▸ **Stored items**
++++

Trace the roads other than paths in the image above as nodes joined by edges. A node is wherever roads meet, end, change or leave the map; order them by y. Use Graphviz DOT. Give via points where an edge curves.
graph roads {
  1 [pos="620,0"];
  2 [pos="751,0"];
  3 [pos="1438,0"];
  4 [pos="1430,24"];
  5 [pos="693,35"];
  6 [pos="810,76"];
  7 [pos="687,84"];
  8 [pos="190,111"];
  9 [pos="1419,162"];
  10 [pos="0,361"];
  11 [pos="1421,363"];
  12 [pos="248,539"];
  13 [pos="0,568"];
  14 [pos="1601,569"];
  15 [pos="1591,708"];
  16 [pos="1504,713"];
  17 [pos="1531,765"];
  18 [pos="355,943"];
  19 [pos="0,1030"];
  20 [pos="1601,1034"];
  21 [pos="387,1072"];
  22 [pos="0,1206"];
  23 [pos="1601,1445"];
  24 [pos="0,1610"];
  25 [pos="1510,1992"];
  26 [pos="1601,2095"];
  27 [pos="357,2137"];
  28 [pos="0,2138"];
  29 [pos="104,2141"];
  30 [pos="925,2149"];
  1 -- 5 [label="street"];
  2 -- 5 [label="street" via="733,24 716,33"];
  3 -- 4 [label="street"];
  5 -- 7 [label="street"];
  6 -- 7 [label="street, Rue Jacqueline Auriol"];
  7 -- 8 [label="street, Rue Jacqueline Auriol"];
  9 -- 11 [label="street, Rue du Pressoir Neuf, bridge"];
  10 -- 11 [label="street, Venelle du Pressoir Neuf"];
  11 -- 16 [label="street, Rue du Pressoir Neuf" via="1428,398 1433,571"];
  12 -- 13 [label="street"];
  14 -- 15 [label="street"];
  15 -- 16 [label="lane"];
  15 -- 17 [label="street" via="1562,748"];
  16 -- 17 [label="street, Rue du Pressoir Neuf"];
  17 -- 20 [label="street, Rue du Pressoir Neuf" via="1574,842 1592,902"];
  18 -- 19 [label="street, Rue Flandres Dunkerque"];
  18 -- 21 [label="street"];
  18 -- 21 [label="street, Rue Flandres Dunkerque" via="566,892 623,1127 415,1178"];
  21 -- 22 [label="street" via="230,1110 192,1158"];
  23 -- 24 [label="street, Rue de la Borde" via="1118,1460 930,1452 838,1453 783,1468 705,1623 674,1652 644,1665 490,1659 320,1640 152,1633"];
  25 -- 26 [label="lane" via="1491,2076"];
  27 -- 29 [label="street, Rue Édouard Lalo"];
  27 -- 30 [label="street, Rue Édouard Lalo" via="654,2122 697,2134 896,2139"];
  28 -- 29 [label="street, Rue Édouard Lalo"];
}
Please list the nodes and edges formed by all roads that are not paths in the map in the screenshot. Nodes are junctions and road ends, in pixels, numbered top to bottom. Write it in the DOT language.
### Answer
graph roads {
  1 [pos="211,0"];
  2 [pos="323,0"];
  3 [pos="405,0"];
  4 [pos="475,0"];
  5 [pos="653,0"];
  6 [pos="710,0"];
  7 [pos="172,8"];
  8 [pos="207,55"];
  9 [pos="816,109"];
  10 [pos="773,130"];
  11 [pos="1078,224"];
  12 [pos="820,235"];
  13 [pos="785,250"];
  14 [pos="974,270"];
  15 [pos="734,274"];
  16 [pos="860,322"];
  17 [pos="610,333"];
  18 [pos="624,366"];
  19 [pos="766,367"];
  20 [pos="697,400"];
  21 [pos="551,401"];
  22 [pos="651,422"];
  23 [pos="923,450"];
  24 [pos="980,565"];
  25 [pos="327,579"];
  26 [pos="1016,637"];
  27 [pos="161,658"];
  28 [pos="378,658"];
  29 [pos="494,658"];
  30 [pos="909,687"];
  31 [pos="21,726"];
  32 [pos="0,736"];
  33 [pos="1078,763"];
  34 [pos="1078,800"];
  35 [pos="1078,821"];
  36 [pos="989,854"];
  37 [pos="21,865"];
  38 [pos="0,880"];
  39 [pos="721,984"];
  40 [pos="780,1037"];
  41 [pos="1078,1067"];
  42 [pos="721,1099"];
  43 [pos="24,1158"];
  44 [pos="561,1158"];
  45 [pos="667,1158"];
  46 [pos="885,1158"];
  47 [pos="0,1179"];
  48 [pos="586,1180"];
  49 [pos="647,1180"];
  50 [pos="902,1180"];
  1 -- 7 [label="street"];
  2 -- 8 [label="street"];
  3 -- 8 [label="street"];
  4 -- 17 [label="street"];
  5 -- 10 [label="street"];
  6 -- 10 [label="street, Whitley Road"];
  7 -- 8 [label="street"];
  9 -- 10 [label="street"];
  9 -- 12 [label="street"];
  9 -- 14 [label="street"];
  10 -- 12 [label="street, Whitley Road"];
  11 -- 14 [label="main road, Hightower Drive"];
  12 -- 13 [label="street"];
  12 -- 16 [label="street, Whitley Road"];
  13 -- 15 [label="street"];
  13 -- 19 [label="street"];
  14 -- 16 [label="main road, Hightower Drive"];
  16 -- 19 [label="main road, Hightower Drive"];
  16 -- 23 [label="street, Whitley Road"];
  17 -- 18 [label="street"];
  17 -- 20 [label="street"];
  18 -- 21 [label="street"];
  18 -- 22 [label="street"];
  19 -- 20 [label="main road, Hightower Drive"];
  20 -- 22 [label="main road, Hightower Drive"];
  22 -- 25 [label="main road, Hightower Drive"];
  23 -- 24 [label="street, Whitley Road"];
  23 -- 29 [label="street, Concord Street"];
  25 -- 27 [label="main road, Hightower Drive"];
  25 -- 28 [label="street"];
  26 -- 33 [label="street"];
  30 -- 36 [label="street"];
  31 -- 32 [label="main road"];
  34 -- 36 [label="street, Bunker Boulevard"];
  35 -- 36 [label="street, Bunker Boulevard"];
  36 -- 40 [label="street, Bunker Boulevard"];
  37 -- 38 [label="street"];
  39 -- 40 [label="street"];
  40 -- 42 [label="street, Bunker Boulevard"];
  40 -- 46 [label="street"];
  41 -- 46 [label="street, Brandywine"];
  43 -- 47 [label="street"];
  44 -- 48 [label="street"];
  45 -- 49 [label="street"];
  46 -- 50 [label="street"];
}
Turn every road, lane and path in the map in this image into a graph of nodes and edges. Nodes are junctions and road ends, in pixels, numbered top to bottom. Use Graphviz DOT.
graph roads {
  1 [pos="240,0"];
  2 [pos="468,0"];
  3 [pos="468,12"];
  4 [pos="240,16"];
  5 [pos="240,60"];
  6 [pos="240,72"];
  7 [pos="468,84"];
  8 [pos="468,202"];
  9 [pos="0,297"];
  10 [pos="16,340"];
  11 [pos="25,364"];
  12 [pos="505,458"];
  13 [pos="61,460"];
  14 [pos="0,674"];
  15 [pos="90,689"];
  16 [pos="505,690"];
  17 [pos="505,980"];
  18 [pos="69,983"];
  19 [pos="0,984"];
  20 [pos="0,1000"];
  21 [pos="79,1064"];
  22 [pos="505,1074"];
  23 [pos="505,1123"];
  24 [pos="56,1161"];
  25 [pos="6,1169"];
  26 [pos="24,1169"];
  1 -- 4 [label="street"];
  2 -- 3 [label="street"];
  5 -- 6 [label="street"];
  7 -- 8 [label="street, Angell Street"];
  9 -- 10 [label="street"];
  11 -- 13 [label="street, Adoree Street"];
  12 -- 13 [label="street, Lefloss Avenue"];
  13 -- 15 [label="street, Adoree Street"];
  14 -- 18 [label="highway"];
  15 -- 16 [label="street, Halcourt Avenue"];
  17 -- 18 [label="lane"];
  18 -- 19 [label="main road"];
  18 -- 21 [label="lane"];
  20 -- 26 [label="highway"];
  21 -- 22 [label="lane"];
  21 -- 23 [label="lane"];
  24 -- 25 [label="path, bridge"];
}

++++

▸ **WHAT YOU WILL DO**
Each entry must appear again in the answer exactly as written.

▸ **TASK RESPONSE**
Trace the roads other than paths in the image above as nodes joined by edges. A node is wherever roads meet, end, change or leave the map; order them by y. Use Graphviz DOT. Give via points where an edge curves.
graph roads {
  1 [pos="620,0"];
  2 [pos="751,0"];
  3 [pos="1438,0"];
  4 [pos="1430,24"];
  5 [pos="693,35"];
  6 [pos="810,76"];
  7 [pos="687,84"];
  8 [pos="190,111"];
  9 [pos="1419,162"];
  10 [pos="0,361"];
  11 [pos="1421,363"];
  12 [pos="248,539"];
  13 [pos="0,568"];
  14 [pos="1601,569"];
  15 [pos="1591,708"];
  16 [pos="1504,713"];
  17 [pos="1531,765"];
  18 [pos="355,943"];
  19 [pos="0,1030"];
  20 [pos="1601,1034"];
  21 [pos="387,1072"];
  22 [pos="0,1206"];
  23 [pos="1601,1445"];
  24 [pos="0,1610"];
  25 [pos="1510,1992"];
  26 [pos="1601,2095"];
  27 [pos="357,2137"];
  28 [pos="0,2138"];
  29 [pos="104,2141"];
  30 [pos="925,2149"];
  1 -- 5 [label="street"];
  2 -- 5 [label="street" via="733,24 716,33"];
  3 -- 4 [label="street"];
  5 -- 7 [label="street"];
  6 -- 7 [label="street, Rue Jacqueline Auriol"];
  7 -- 8 [label="street, Rue Jacqueline Auriol"];
  9 -- 11 [label="street, Rue du Pressoir Neuf, bridge"];
  10 -- 11 [label="street, Venelle du Pressoir Neuf"];
  11 -- 16 [label="street, Rue du Pressoir Neuf" via="1428,398 1433,571"];
  12 -- 13 [label="street"];
  14 -- 15 [label="street"];
  15 -- 16 [label="lane"];
  15 -- 17 [label="street" via="1562,748"];
  16 -- 17 [label="street, Rue du Pressoir Neuf"];
  17 -- 20 [label="street, Rue du Pressoir Neuf" via="1574,842 1592,902"];
  18 -- 19 [label="street, Rue Flandres Dunkerque"];
  18 -- 21 [label="street"];
  18 -- 21 [label="street, Rue Flandres Dunkerque" via="566,892 623,1127 415,1178"];
  21 -- 22 [label="street" via="230,1110 192,1158"];
  23 -- 24 [label="street, Rue de la Borde" via="1118,1460 930,1452 838,1453 783,1468 705,1623 674,1652 644,1665 490,1659 320,1640 152,1633"];
  25 -- 26 [label="lane" via="1491,2076"];
  27 -- 29 [label="street, Rue Édouard Lalo"];
  27 -- 30 [label="street, Rue Édouard Lalo" via="654,2122 697,2134 896,2139"];
  28 -- 29 [label="street, Rue Édouard Lalo"];
}
Please list the nodes and edges formed by all roads that are not paths in the map in the screenshot. Nodes are junctions and road ends, in pixels, numbered top to bottom. Write it in the DOT language.
### Answer
graph roads {
  1 [pos="211,0"];
  2 [pos="323,0"];
  3 [pos="405,0"];
  4 [pos="475,0"];
  5 [pos="653,0"];
  6 [pos="710,0"];
  7 [pos="172,8"];
  8 [pos="207,55"];
  9 [pos="816,109"];
  10 [pos="773,130"];
  11 [pos="1078,224"];
  12 [pos="820,235"];
  13 [pos="785,250"];
  14 [pos="974,270"];
  15 [pos="734,274"];
  16 [pos="860,322"];
  17 [pos="610,333"];
  18 [pos="624,366"];
  19 [pos="766,367"];
  20 [pos="697,400"];
  21 [pos="551,401"];
  22 [pos="651,422"];
  23 [pos="923,450"];
  24 [pos="980,565"];
  25 [pos="327,579"];
  26 [pos="1016,637"];
  27 [pos="161,658"];
  28 [pos="378,658"];
  29 [pos="494,658"];
  30 [pos="909,687"];
  31 [pos="21,726"];
  32 [pos="0,736"];
  33 [pos="1078,763"];
  34 [pos="1078,800"];
  35 [pos="1078,821"];
  36 [pos="989,854"];
  37 [pos="21,865"];
  38 [pos="0,880"];
  39 [pos="721,984"];
  40 [pos="780,1037"];
  41 [pos="1078,1067"];
  42 [pos="721,1099"];
  43 [pos="24,1158"];
  44 [pos="561,1158"];
  45 [pos="667,1158"];
  46 [pos="885,1158"];
  47 [pos="0,1179"];
  48 [pos="586,1180"];
  49 [pos="647,1180"];
  50 [pos="902,1180"];
  1 -- 7 [label="street"];
  2 -- 8 [label="street"];
  3 -- 8 [label="street"];
  4 -- 17 [label="street"];
  5 -- 10 [label="street"];
  6 -- 10 [label="street, Whitley Road"];
  7 -- 8 [label="street"];
  9 -- 10 [label="street"];
  9 -- 12 [label="street"];
  9 -- 14 [label="street"];
  10 -- 12 [label="street, Whitley Road"];
  11 -- 14 [label="main road, Hightower Drive"];
  12 -- 13 [label="street"];
  12 -- 16 [label="street, Whitley Road"];
  13 -- 15 [label="street"];
  13 -- 19 [label="street"];
  14 -- 16 [label="main road, Hightower Drive"];
  16 -- 19 [label="main road, Hightower Drive"];
  16 -- 23 [label="street, Whitley Road"];
  17 -- 18 [label="street"];
  17 -- 20 [label="street"];
  18 -- 21 [label="street"];
  18 -- 22 [label="street"];
  19 -- 20 [label="main road, Hightower Drive"];
  20 -- 22 [label="main road, Hightower Drive"];
  22 -- 25 [label="main road, Hightower Drive"];
  23 -- 24 [label="street, Whitley Road"];
  23 -- 29 [label="street, Concord Street"];
  25 -- 27 [label="main road, Hightower Drive"];
  25 -- 28 [label="street"];
  26 -- 33 [label="street"];
  30 -- 36 [label="street"];
  31 -- 32 [label="main road"];
  34 -- 36 [label="street, Bunker Boulevard"];
  35 -- 36 [label="street, Bunker Boulevard"];
  36 -- 40 [label="street, Bunker Boulevard"];
  37 -- 38 [label="street"];
  39 -- 40 [label="street"];
  40 -- 42 [label="street, Bunker Boulevard"];
  40 -- 46 [label="street"];
  41 -- 46 [label="street, Brandywine"];
  43 -- 47 [label="street"];
  44 -- 48 [label="street"];
  45 -- 49 [label="street"];
  46 -- 50 [label="street"];
}
Turn every road, lane and path in the map in this image into a graph of nodes and edges. Nodes are junctions and road ends, in pixels, numbered top to bottom. Use Graphviz DOT.
graph roads {
  1 [pos="240,0"];
  2 [pos="468,0"];
  3 [pos="468,12"];
  4 [pos="240,16"];
  5 [pos="240,60"];
  6 [pos="240,72"];
  7 [pos="468,84"];
  8 [pos="468,202"];
  9 [pos="0,297"];
  10 [pos="16,340"];
  11 [pos="25,364"];
  12 [pos="505,458"];
  13 [pos="61,460"];
  14 [pos="0,674"];
  15 [pos="90,689"];
  16 [pos="505,690"];
  17 [pos="505,980"];
  18 [pos="69,983"];
  19 [pos="0,984"];
  20 [pos="0,1000"];
  21 [pos="79,1064"];
  22 [pos="505,1074"];
  23 [pos="505,1123"];
  24 [pos="56,1161"];
  25 [pos="6,1169"];
  26 [pos="24,1169"];
  1 -- 4 [label="street"];
  2 -- 3 [label="street"];
  5 -- 6 [label="street"];
  7 -- 8 [label="street, Angell Street"];
  9 -- 10 [label="street"];
  11 -- 13 [label="street, Adoree Street"];
  12 -- 13 [label="street, Lefloss Avenue"];
  13 -- 15 [label="street, Adoree Street"];
  14 -- 18 [label="highway"];
  15 -- 16 [label="street, Halcourt Avenue"];
  17 -- 18 [label="lane"];
  18 -- 19 [label="main road"];
  18 -- 21 [label="lane"];
  20 -- 26 [label="highway"];
  21 -- 22 [label="lane"];
  21 -- 23 [label="lane"];
  24 -- 25 [label="path, bridge"];
}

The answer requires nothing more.